Global Mobile Communications and Mobile Broadband - Analyses and Statistics

  • April 2017 •
  • 147 pages •
  • Report ID: 3682217 •
  • Format: PDF
Mobile infrastructure will ultimately rely on fibre broadband

In 2017 mobile broadband subscriptions are growing rapidly and LTE infrastructure now carries over 65% of all global mobile traffic. While mobile and fixed will always exist in parallel, there is no doubt that with a faltering fixed network and an excellent mobile network, mobile will give fixed a run for its money.

With competitively priced services, innovative smartphones and an increasing range of apps; mobile broadband traffic will continue to escalate. While the capacity of the mobile network has been greatly improved by LTE in many parts of the world, along with increasing spectrum allocation, the physics of mobile technology is such that it will be impossible to handle all the traffic from mobile devices over the mobile network. An increasing proportion will have to be offloaded onto fixed networks and thus, developments in LTE will actually stimulate the need for fibre broadband.

Ultimately, most mobile stations will have to be connected to a fibre optic network in order to cope with the volume of traffic. 5G will create an even denser mobile tower infrastructure than the one that is already in place, with mobile stations starting to appear on many city buildings and many street corners (often connected to private city fibre networks).
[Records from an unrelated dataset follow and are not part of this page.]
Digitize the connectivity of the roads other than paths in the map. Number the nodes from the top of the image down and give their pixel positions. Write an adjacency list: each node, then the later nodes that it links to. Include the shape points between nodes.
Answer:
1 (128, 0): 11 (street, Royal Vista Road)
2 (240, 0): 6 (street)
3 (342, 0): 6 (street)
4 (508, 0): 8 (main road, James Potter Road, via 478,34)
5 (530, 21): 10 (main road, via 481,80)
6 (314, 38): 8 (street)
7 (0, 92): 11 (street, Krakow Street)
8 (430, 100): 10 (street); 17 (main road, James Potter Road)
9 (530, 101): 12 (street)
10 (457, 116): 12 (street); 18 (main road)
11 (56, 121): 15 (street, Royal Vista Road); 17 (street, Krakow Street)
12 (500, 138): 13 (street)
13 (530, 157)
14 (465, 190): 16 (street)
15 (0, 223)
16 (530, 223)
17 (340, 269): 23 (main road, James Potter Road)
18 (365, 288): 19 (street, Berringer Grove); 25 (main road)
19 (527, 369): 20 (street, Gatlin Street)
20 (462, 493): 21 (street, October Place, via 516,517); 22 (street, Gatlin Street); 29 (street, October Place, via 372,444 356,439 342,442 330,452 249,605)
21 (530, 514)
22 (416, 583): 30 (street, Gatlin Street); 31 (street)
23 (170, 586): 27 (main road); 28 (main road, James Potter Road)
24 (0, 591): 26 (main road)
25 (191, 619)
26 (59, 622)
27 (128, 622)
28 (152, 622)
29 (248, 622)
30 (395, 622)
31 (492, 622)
In the end, the mobile network will be a fibre network with a fairly short wireless access signal to the end-users.

Key developments:

The mobile industry alone contributes over 4% to the global GDP;
Mobile services revenue growth is expected to slow through to 2020;
Data mining will be the next driver of mobile revenue;
Mobile operators need to rethink their business models;
For new ideas, the industry should look towards the OTT players;
5G will be the next development in mobile technology;
The allocation of mobile spectrum is an issue around the world;
Macau is the leading country in Asia in terms of overall mobile penetration with a penetration;
There are vast differences in the telecoms sectors across the collection of islands which make up the South Pacific region;
There are a number of countries across the Middle East offering progressive and increasingly competitive mobile markets;
The North American region, combining a large subscriber base in the US market with one a tenth the size in Canada, benefits from having a number of network operators which have been at the very fore of technological developments;
Although Latin American and the Caribbean cover a wide range of countries, the mobile sector within the region is broadly similar in terms of penetration of services and market maturity;
The proportion of 2G subscribers across Europe is falling sharply, and while there remains steady, if slow, growth in the 3G sector this will also continue to fall further into 2017 and 2018 as subscribers shift to LTE networks;
Mobile telephony is by far the dominant telecom platform across Africa, accounting for more than 90% of all telephone lines in the region. As a consequence, mobile internet also accounts for a similar proportion of all internet connections.